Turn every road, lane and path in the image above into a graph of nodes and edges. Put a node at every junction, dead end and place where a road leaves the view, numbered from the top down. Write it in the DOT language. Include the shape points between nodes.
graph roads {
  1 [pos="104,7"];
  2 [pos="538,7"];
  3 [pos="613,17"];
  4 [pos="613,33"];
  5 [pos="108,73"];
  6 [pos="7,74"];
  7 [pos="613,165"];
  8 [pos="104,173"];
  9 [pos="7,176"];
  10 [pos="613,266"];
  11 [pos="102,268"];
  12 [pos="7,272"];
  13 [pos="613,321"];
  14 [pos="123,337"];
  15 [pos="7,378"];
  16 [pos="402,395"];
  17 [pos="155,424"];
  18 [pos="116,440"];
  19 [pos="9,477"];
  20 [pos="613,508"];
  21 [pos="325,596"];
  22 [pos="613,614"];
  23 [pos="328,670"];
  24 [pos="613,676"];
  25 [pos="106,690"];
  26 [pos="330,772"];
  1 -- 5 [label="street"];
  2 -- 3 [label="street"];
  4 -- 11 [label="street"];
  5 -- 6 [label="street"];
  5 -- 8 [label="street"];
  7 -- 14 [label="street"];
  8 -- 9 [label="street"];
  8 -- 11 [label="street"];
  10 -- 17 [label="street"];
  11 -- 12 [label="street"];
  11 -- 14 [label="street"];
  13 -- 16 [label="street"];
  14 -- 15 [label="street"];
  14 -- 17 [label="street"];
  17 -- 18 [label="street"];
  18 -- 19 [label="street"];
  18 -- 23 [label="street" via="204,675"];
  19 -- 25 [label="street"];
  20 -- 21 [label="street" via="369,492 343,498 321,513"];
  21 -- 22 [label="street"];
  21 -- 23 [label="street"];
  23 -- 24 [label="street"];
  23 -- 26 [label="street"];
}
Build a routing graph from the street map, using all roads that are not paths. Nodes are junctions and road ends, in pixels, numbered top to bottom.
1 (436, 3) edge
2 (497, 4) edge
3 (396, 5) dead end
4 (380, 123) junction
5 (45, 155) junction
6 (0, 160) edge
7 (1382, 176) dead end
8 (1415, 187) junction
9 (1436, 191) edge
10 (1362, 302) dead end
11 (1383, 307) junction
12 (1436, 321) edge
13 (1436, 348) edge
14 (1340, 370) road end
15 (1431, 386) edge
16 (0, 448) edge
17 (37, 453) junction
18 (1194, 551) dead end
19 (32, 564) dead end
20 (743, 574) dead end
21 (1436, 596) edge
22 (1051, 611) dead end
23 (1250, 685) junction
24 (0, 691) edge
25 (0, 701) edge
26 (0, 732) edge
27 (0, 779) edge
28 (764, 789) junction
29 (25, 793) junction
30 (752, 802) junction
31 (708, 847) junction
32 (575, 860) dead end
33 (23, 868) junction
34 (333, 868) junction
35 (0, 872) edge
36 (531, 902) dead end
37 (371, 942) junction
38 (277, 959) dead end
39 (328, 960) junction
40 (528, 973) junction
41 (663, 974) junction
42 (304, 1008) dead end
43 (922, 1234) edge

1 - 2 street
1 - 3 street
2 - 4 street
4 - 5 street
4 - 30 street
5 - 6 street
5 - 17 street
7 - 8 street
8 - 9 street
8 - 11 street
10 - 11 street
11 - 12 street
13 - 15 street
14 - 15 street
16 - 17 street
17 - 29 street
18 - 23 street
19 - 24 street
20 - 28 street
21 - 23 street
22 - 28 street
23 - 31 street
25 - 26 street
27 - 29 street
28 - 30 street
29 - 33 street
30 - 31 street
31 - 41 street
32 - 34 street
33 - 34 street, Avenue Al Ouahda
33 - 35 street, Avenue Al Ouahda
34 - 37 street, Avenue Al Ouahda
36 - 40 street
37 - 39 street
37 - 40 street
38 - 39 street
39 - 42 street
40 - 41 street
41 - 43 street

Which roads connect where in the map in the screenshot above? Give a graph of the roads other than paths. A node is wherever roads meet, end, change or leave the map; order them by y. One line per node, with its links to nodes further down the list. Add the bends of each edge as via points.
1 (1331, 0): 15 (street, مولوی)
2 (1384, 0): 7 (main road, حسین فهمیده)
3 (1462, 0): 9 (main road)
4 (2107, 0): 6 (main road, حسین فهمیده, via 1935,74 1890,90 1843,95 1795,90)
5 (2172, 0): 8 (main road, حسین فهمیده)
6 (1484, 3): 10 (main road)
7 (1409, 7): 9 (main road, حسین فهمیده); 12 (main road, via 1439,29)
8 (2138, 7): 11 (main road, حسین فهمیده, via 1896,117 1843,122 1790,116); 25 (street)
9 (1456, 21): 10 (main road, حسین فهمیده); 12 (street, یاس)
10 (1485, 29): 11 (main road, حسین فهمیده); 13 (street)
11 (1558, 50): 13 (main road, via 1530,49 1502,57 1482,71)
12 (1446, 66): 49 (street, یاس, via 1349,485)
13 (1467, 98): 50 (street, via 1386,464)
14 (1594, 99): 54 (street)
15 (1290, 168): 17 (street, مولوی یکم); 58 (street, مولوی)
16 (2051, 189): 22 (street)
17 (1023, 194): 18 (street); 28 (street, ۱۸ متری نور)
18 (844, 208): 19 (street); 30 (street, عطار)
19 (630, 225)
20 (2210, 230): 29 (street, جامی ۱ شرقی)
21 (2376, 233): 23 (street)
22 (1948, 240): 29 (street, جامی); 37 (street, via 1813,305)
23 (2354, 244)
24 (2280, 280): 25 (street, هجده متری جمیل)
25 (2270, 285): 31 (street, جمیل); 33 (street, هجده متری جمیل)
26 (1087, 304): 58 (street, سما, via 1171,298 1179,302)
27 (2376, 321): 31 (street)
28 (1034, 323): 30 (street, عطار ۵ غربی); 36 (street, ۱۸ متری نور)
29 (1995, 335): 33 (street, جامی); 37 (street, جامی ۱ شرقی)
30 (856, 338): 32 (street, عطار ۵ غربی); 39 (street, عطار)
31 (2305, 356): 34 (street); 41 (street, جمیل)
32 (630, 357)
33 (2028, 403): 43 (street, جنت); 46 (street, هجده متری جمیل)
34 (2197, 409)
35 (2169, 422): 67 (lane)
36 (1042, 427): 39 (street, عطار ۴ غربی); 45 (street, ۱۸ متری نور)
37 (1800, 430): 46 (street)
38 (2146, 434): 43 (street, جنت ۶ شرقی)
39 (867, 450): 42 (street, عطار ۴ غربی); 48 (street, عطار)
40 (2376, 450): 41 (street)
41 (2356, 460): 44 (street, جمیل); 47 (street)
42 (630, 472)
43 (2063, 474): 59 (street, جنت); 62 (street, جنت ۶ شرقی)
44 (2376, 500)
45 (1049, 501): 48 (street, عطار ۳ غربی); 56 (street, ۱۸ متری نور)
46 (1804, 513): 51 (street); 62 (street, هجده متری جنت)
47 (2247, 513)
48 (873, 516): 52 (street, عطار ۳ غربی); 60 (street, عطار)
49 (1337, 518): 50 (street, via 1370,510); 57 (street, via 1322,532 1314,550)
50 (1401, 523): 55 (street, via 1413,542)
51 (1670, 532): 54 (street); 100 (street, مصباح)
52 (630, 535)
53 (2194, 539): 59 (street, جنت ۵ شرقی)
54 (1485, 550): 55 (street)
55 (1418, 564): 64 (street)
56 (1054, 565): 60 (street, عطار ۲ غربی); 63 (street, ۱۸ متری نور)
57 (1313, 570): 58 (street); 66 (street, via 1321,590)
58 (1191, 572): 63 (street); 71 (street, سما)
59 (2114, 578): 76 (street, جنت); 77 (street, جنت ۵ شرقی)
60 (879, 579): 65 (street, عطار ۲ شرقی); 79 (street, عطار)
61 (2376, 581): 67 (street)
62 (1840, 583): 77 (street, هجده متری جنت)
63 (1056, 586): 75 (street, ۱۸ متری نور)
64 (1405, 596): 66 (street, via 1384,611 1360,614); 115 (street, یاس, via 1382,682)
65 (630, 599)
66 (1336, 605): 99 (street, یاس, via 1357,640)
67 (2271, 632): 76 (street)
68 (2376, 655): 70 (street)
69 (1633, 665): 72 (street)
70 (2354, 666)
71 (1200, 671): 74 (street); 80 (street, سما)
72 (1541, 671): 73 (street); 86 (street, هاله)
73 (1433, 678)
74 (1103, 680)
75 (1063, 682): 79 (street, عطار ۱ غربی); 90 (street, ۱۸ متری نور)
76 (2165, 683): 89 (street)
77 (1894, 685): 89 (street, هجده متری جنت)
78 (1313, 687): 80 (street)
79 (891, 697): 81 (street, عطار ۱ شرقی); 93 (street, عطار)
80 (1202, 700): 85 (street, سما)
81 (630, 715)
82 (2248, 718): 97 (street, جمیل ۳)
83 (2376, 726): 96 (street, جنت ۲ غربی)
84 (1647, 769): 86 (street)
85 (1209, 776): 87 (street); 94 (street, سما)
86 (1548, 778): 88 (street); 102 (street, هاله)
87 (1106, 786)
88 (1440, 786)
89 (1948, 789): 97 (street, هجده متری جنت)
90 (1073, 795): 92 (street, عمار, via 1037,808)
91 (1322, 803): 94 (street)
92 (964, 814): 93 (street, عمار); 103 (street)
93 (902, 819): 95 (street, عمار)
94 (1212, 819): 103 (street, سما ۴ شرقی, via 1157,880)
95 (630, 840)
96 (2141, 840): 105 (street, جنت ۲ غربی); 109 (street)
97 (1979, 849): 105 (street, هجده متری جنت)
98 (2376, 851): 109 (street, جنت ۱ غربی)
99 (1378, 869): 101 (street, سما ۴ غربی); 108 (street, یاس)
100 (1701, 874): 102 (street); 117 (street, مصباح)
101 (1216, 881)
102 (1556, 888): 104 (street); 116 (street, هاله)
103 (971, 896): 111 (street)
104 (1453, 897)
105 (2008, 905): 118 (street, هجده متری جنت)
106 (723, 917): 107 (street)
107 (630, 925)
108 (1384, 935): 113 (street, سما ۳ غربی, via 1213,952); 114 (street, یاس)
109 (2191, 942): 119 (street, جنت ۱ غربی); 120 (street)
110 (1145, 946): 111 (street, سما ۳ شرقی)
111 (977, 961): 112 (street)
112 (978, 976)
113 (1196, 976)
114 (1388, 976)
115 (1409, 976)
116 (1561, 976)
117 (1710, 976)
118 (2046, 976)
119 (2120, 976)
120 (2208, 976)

===

== ACTION ITEM ==
Lines holding the string "شرقی": find them in the listing above and copy each one.

== REPLY ==
20 (2210, 230): 29 (street, جامی ۱ شرقی)
29 (1995, 335): 33 (street, جامی); 37 (street, جامی ۱ شرقی)
38 (2146, 434): 43 (street, جنت ۶ شرقی)
43 (2063, 474): 59 (street, جنت); 62 (street, جنت ۶ شرقی)
53 (2194, 539): 59 (street, جنت ۵ شرقی)
59 (2114, 578): 76 (street, جنت); 77 (street, جنت ۵ شرقی)
60 (879, 579): 65 (street, عطار ۲ شرقی); 79 (street, عطار)
79 (891, 697): 81 (street, عطار ۱ شرقی); 93 (street, عطار)
94 (1212, 819): 103 (street, سما ۴ شرقی, via 1157,880)
110 (1145, 946): 111 (street, سما ۳ شرقی)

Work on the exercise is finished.